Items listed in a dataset
--------------------

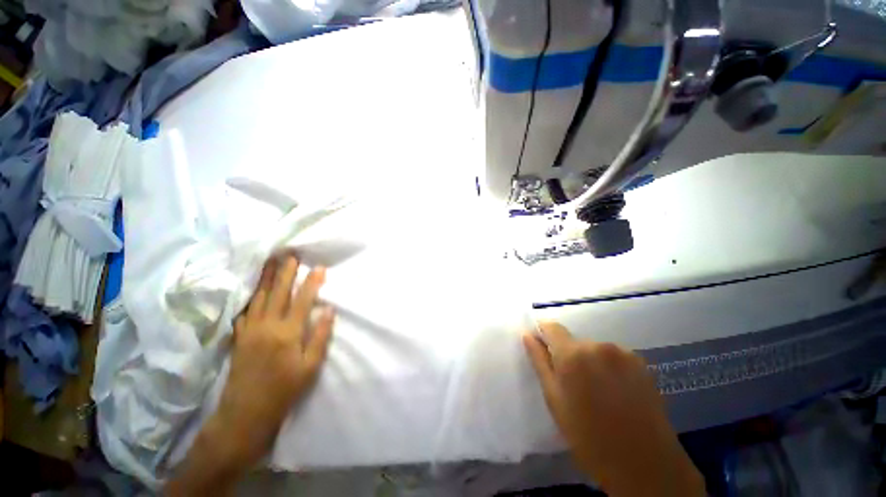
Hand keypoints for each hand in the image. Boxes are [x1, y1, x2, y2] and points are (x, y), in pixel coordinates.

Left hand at [217, 253, 334, 465]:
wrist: (245, 413)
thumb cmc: (284, 390)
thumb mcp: (310, 366)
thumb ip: (320, 335)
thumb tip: (328, 310)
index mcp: (287, 333)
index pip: (302, 300)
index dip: (311, 282)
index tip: (318, 267)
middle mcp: (267, 326)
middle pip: (277, 293)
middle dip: (285, 272)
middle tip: (290, 255)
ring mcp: (249, 330)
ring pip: (259, 298)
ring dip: (266, 278)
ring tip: (271, 263)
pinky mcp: (239, 337)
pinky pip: (245, 311)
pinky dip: (251, 297)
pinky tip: (253, 290)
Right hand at [523, 323, 703, 496]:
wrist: (644, 464)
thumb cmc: (588, 435)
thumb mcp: (554, 399)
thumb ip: (539, 362)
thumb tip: (528, 335)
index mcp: (573, 354)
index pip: (551, 326)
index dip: (543, 334)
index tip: (543, 349)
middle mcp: (598, 346)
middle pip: (574, 341)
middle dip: (569, 355)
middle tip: (573, 385)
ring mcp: (622, 353)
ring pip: (594, 349)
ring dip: (590, 362)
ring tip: (597, 392)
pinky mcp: (641, 363)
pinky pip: (614, 357)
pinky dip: (609, 367)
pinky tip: (616, 393)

--------------------

Would you output the data exactly, without any of its images?

#### Expected output
Hand keypoints for each hand in the image. Boxes are [x1, y1, x2, y2] and points are (x, y), in pixel coordinates.

Left hand at [217, 253, 334, 465]:
wrist: (245, 413)
thumb cmc: (284, 390)
thumb mcp: (310, 366)
thumb ip: (320, 335)
thumb tip: (328, 310)
index mcp: (287, 333)
index pip: (302, 300)
index dip: (311, 282)
index tip: (318, 267)
middle mcp: (267, 326)
middle pip: (277, 293)
middle dip: (285, 272)
middle tip: (290, 255)
ring mcp: (249, 330)
ring pip: (259, 298)
ring dip: (266, 278)
ring tip: (271, 263)
pinky mcp: (239, 337)
pinky pip: (245, 311)
pinky dip: (251, 297)
pinky tip: (253, 290)
Right hand at [523, 323, 703, 496]:
wrist: (644, 464)
thumb cmc: (588, 435)
thumb mcp: (554, 399)
thumb ip: (539, 362)
thumb tip: (528, 335)
index mcp: (573, 354)
index pip: (551, 326)
index dip: (543, 334)
index tip: (543, 349)
middle mcp: (598, 346)
middle pip: (574, 341)
middle dip: (569, 355)
middle tip: (573, 385)
ring mcp: (622, 353)
ring pip: (594, 349)
ring dip: (590, 362)
ring tip: (597, 392)
pinky mcp: (641, 363)
pinky pip: (614, 357)
pinky dip: (609, 367)
pinky tip: (616, 393)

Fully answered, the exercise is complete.